Mesmo muito ainda tendo que ser conquistado, pensando a maior parcela da sociedade e os muitos direitos que não são ainda garantidos, transformações importantes ocorreram. E, é fato!, estamos vivendo, mundialmente, mudanças revolucionárias no campo que poderíamos chamar de redefinições do simbólico. As novas tecnologias de reprodução, que dispensam relações sexuais, os casamentos gays, as novas configurações familiares, entre outros exemplos, são mostras de transformações ricas em potencialidades de alterações da ordem simbólica na qual se converte toda ordem social.
As lutas das mulheres, por sua emancipação, têm sido uma constante política nesse processo.

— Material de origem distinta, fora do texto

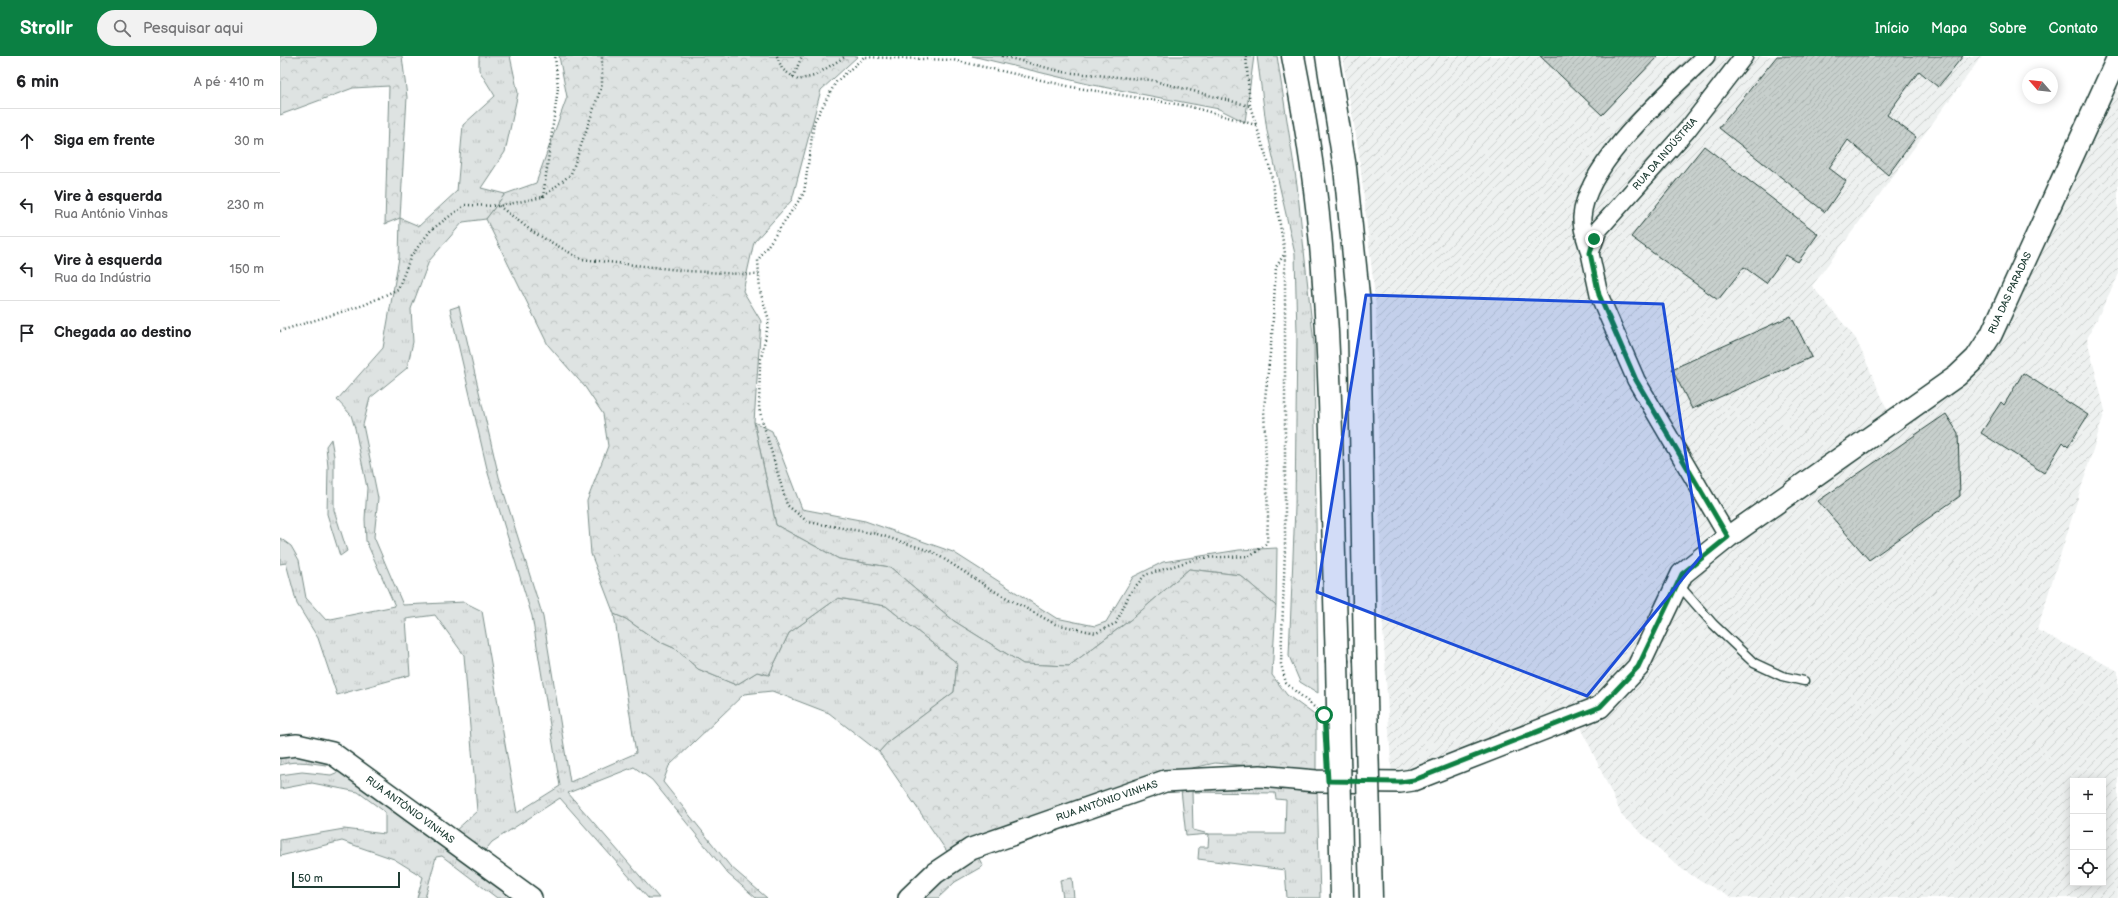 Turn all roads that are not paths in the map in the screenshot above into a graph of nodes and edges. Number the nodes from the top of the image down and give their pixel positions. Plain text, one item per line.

Muitas mulheres se deram conta, como também homens – e não importando se mulheres e homens heterossexuais ou homossexuais –, que não é mais o caso de permanecerem submetidas a convenções sociais, culturais, históricas, institucionalizadas como padrões morais ou normas sociais, pela consciência que se tratam finalmente de construções inteiramente arbitrárias, epocais, contingentes, porque são humanas e sociais, nem divinas nem naturais, e, como tais, modificáveis, reversíveis. Essa compreensão da realidade, que o sociólogo Pierre Bourdieu chamaria de “tomada de consciência do caráter arbitrário do arbitrário cultural-social”, tem levado a que sempre mais indivíduos, embora lentamente, rompam com os esquemas de percepção e ação que os orientam na vida, que, aqui para a questão de gênero e sexualidade, trazemos através da referência à matriz binarista de gênero e à ideologia da heterossexualidade obrigatória, que definem nossas relações gerais com a sexualidade, as identidades de gênero, as representações do masculino e do feminino. Rupturas que, se não tendo conseguido produzir revoluções sociais e políticas, são exemplos daquilo que o sociólogo Michel Maffesoli chamou de “subversão pós- moderna” e que têm produzido bem-estar emocional e felicidade na vida de muitos, ao assumirem para si próprios o seu desejo, suas escolhas, opções, estilos de vida, o que não é menos importante e menos político.
As mudanças subjetivas têm efeitos práticos concretos na vida de todos e são, por isso, mudanças também políticas e sociais. Afinal, vadias e vadios, nos extravios das normas opressivas de gênero e sexualidade, o que querem é a felicidade como direito elementar do ser humano.